Acting Prime Minister Warren Truss has reaffirmed the government’s commitment to respond to the Forsyth inquiry into Australia’s aviation regulatory system before the end of the year.
Speaking at Airservices’ annual Waypoint conference in Canberra on Thursday, Truss said the Aviation Safety Regulation Review (ASRR) found Australia had a good safety record but identified “opportunities for improvement”.
“The government is now carefully considering all of the 37 recommendations and other matters arising from the report,” said Truss, who is also the Minister for Infrastructure and Regional Development.
“We intend to provide a comprehensive response before the year is out. Above all, we are committed to ensuring that aviation maintains an appropriate safety regulatory framework that will provide the platform for the industry’s future growth.”
The ASRR report, released in June, called for substantial cultural and structural change at the Civil Aviation Safety Authority (CASA) and for better leadership of and coordination between Australia’s aviation safety agencies. Moreover, it said the relationship between CASA and the aviation industry was “in many cases, adversarial”.
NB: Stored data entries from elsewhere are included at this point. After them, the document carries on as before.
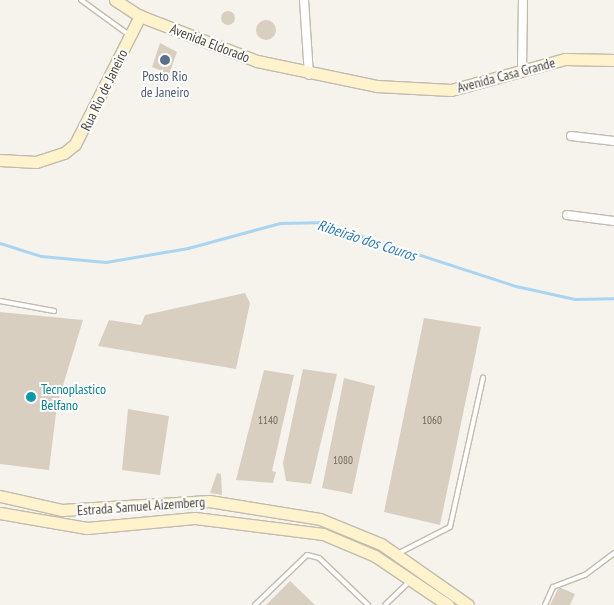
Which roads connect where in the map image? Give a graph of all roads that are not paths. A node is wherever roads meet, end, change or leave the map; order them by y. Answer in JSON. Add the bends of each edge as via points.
{"nodes":[{"id":1,"x":81,"y":0,"type":"edge"},
{"id":2,"x":115,"y":0,"type":"edge"},
{"id":3,"x":304,"y":0,"type":"edge"},
{"id":4,"x":524,"y":0,"type":"edge"},
{"id":5,"x":140,"y":16,"type":"junction"},
{"id":6,"x":131,"y":36,"type":"junction"},
{"id":7,"x":614,"y":60,"type":"edge"},
{"id":8,"x":522,"y":70,"type":"junction"},
{"id":9,"x":309,"y":76,"type":"junction"},
{"id":10,"x":571,"y":136,"type":"dead end"},
{"id":11,"x":614,"y":141,"type":"edge"},
{"id":12,"x":0,"y":160,"type":"edge"},
{"id":13,"x":567,"y":215,"type":"dead end"},
{"id":14,"x":614,"y":222,"type":"edge"},
{"id":15,"x":0,"y":301,"type":"edge"},
{"id":16,"x":54,"y":311,"type":"dead end"},
{"id":17,"x":483,"y":378,"type":"dead end"},
{"id":18,"x":0,"y":496,"type":"edge"},
{"id":19,"x":0,"y":513,"type":"edge"},
{"id":20,"x":614,"y":553,"type":"edge"},
{"id":21,"x":396,"y":554,"type":"junction"},
{"id":22,"x":412,"y":580,"type":"junction"},
{"id":23,"x":255,"y":605,"type":"edge"},
{"id":24,"x":368,"y":605,"type":"edge"},
{"id":25,"x":385,"y":605,"type":"edge"},
{"id":26,"x":448,"y":605,"type":"edge"},
{"id":27,"x":468,"y":605,"type":"edge"},
{"id":28,"x":544,"y":605,"type":"edge"}],
"edges":[{"from":1,"to":6,"type":"lane"},
{"from":2,"to":5,"type":"main road","name":"Avenida Eldorado"},
{"from":3,"to":9,"type":"street"},
{"from":4,"to":8,"type":"street"},
{"from":5,"to":6,"type":"main road","name":"Rua Rio de Janeiro"},
{"from":5,"to":9,"type":"main road","name":"Avenida Eldorado","via":[[213,46]]},
{"from":6,"to":12,"type":"main road","name":"Rua Rio de Janeiro","via":[[75,144],[64,153],[36,162]]},
{"from":7,"to":8,"type":"main road","name":"Avenida Casa Grande","via":[[577,56]]},
{"from":8,"to":9,"type":"main road","name":"Avenida Casa Grande","via":[[463,88],[434,91]]},
{"from":10,"to":11,"type":"street"},
{"from":13,"to":14,"type":"street"},
{"from":15,"to":16,"type":"lane"},
{"from":17,"to":21,"type":"lane","via":[[450,527]]},
{"from":18,"to":21,"type":"main road","name":"Estrada Samuel Aizemberg","via":[[70,511],[209,501],[245,506],[342,525]]},
{"from":19,"to":22,"type":"main road","name":"Estrada Samuel Aizemberg","via":[[88,528],[195,518],[292,529],[342,540]]},
{"from":20,"to":28,"type":"lane","via":[[585,576],[560,581]]},
{"from":21,"to":27,"type":"main road","name":"Estrada Samuel Aizemberg"},
{"from":22,"to":25,"type":"lane"},
{"from":22,"to":26,"type":"main road","name":"Estrada Samuel Aizemberg"},
{"from":23,"to":24,"type":"lane","via":[[307,555],[319,558]]}]}
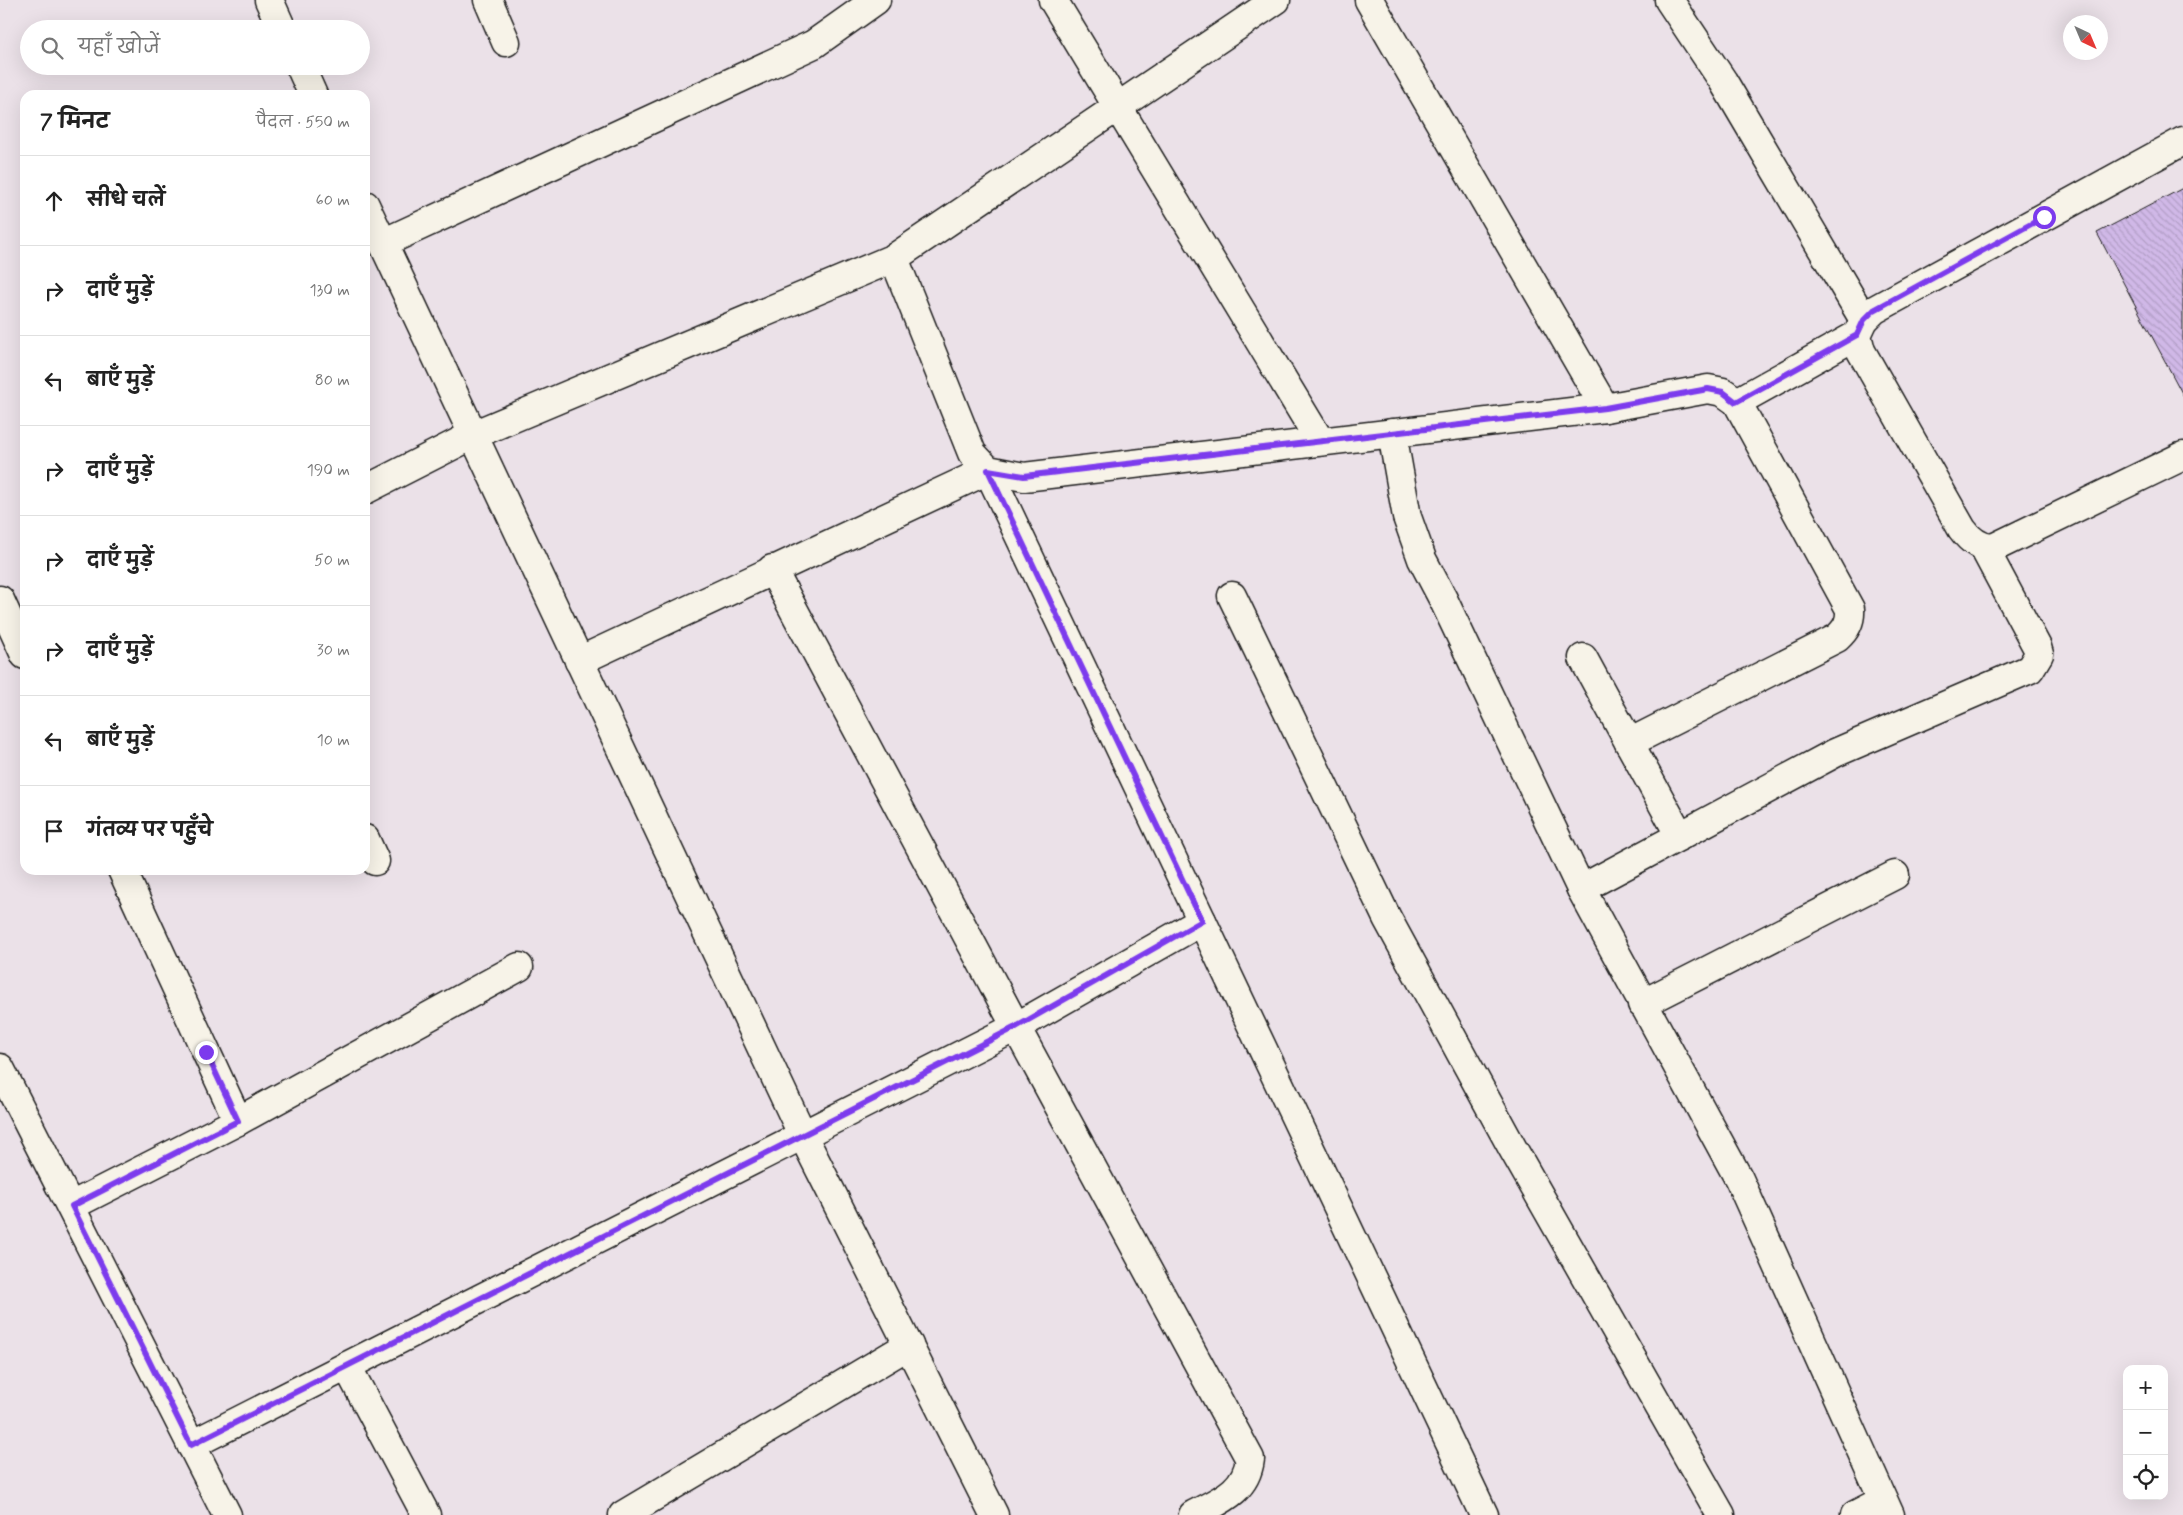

The review, also known as the Forsyth Report, said the appointment of a new director of aviation safety was a chance to reform the culture of the organisation.
Truss was speaking at a public event for the first time since John McCormick ended his five-and-a-half-year term as the director of aviation safety at CASA on August 31. But he did not address the matter of McCormick’s replacement or the three new directors due to be appointed to the CASA board.
CASA deputy director of aviation safety Terry Farquharson, who will be acting director of aviation safety until a permanent replacement is named, was in the audience at the Airservices conference.
Truss said the government was committed to reducing the regulatory burden on business by cutting unnecessary red tape and allowing more competition to facilitate job creation. Regulation was a particular feature of the aviation sector, he said.
“Aviation has more regulation per square inch than any other industry I know and I would like to get rid of most of them,” Truss said.
“But I know that that will compromise confidence in our safety record.”
However, there were some things that the government is able to do, such as lifting the regulatory burden on the nation’s airports.
“My department has been engaging with stakeholders to identify areas of regulation duplication and overlap affecting our airports,” Truss said.
“In particular we are consulting on proposals to streamline the master plan and major development plan processes. The airport owners tell me they would like to see a longer duration between master plans and that further productivity gains could be achieved if the financial thresholds around major development plans were amended.
“I think these objectives are achievable.”